The report considers the ongoing global energy crisis as a “historic turning point towards a cleaner and more secure energy system”, thanks to the unprecedented response from governments around the world, including the Inflation Reduction Act in the United States, the Fit for 55 package and REPowerEU in the European Union, Japan’s Green Transformation (GX) programme, K-Taxonomy, aiming to increase the share of nuclear and renewables in Korea’s energy mix, and ambitious clean energy targets in China and India.
The report analyses different scenarios:
- Net Zero Emissions by 2050 Scenario (NZE) sets out what needs to be done to move beyond announced pledges towards a trajectory that would reach net-zero emissions globally by 2050.
- Stated Policies Scenario (STEPS), representing a path based on the energy and climate measures governments have actually put in place to date, as well as specific policy initiatives that are under development.
- Announced Pledges Scenario (APS), which maps out a path in which the net zero emissions pledges announced by governments so far are implemented in time and in full.
“For the first time ever, a WEO scenario based on today’s prevailing policy settings – in this case, the Stated Policies Scenario – has global demand for every fossil fuel exhibiting a peak or plateau,” the IEA said. In this scenario, there is a reduction in the use of coal within the next few years, natural gas demand reaches a plateau by the end of the decade, and rising sales of electric vehicles mean that oil demand levels off in the mid-2030s before ebbing slightly to mid-century.
The share of fossil fuels in the global energy mix in STEPS falls from around 80% to just above 60% by 2050. The declines are much faster and more pronounced in the WEO’s more climate-focused scenarios.
Nuclear energy continues playing a key role in energy transition, decarbonisation of economies and reduction of CO2 emissions.
New nuclear projects, programmes, and investments, as well as lifetime extensions for operational nuclear power plants in advanced economies, are both crucial in helping limit global emissions.
- In the STEPS scenario, global nuclear output increases from 2776 TWh in 2021 to 3351 TWh in 2030 and to 4260 TWh in 2050. However, nuclear maintains its current share of about 10% in total electricity generation. This scenario requires the completion of 120 GW of new nuclear capacity by 2030, as well as the addition of another 300 GW worth of new reactors between 2030 and 2050 in over 30 countries.
- In the APS scenario, around 18 GW of new nuclear capacity is added per year over the outlook period, over a quarter more than in the STEPS, but the higher level of electricity demand in this scenario means that the nuclear share of the electricity supply mix remains about 10%. In APS, nuclear generation increases to 3547 TWh in 2030 and to 5103 TWh in 2050.

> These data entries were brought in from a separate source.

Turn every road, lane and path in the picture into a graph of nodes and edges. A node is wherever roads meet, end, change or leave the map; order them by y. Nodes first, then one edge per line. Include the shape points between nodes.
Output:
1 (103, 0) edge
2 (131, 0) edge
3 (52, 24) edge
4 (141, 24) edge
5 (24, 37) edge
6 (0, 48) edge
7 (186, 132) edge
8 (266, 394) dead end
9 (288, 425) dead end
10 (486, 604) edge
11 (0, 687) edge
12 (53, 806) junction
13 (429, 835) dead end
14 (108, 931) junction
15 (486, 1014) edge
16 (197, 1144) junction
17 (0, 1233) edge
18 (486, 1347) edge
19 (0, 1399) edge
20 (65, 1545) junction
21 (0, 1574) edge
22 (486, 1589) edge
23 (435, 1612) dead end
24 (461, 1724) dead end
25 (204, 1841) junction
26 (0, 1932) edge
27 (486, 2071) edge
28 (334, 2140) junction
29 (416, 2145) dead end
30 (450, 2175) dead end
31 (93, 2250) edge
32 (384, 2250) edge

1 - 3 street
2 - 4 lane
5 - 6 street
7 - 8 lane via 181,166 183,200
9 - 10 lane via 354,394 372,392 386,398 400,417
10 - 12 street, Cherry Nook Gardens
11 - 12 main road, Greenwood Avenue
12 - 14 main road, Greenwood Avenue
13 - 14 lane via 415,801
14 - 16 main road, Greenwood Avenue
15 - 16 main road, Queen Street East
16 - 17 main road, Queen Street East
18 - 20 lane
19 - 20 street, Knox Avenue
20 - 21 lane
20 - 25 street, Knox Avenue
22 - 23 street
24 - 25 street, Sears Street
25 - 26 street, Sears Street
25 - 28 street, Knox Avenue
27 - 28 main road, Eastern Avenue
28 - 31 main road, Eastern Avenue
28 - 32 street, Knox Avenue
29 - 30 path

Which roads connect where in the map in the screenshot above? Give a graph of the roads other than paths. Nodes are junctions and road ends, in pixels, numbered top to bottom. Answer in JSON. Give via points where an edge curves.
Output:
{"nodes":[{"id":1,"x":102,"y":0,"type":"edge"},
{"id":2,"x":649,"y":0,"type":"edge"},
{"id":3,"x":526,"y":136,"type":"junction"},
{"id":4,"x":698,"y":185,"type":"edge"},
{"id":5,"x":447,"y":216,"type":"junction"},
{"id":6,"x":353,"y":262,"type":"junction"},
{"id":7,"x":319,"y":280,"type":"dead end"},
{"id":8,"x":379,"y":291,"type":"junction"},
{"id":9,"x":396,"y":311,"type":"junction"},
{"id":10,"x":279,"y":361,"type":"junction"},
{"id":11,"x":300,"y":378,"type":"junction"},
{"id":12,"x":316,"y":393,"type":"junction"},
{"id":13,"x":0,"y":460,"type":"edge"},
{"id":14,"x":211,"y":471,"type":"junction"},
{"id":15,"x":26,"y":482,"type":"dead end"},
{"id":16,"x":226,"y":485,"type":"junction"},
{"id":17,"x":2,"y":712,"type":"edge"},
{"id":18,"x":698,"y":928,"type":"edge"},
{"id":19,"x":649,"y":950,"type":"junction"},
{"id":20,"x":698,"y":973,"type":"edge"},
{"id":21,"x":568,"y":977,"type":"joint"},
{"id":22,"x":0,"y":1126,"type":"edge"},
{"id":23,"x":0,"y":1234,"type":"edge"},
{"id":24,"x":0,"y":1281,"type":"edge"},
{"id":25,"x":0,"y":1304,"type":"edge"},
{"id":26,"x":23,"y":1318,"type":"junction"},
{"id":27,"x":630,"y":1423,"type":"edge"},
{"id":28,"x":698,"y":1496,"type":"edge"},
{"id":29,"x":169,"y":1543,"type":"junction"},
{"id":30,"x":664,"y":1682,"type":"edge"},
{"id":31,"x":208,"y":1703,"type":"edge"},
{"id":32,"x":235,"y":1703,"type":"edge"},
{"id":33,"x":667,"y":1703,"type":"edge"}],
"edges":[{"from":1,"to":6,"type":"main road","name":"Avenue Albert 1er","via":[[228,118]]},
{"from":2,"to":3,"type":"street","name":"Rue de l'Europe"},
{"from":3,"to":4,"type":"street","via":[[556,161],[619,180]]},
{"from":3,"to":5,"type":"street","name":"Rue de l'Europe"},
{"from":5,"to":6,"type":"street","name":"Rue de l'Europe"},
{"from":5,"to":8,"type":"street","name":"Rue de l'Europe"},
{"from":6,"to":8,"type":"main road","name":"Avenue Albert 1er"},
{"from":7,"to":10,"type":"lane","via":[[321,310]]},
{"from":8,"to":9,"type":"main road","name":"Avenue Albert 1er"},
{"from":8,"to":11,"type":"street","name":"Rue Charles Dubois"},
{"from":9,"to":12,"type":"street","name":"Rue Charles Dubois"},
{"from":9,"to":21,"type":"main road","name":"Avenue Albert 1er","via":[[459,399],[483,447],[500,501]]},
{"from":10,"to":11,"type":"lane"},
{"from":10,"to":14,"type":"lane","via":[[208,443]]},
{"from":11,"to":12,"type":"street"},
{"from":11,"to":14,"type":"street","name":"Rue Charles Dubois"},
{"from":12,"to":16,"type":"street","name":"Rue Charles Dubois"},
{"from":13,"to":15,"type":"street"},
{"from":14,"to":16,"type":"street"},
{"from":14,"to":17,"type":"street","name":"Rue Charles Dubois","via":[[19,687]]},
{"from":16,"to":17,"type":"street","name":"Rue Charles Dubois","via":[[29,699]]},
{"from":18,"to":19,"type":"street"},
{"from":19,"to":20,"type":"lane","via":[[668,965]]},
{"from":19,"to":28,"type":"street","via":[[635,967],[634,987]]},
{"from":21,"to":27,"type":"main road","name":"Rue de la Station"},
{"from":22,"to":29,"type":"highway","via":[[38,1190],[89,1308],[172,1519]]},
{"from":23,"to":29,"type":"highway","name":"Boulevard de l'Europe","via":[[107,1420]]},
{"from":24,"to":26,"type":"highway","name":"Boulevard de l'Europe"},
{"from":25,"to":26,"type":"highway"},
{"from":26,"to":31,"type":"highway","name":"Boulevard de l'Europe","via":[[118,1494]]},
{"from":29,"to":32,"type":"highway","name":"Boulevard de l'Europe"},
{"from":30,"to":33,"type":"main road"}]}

- In the NZE scenario, lifetime extensions in the 2020s helps limit global emissions, and an average of 24 GW of capacity added each year between 2022 and 2050 more than doubles nuclear power capacity by 2050. In this scenario, nuclear generation increases to 3896 TWh in 2030 and to 5810 TWh in 2050. However, nuclear’s share of the electricity mix declines to 8% in 2050 due to very strong growth in electricity demand in the NZE scenario.
The WEO 2022 also noted that investment in nuclear power is “coming back into favour” in some countries.
There have been announcements of lifetime extensions for existing reactors, often as part of the response to the current crisis … there is growing interest in the potential for small modular reactors to contribute to emissions reductions and power system reliability.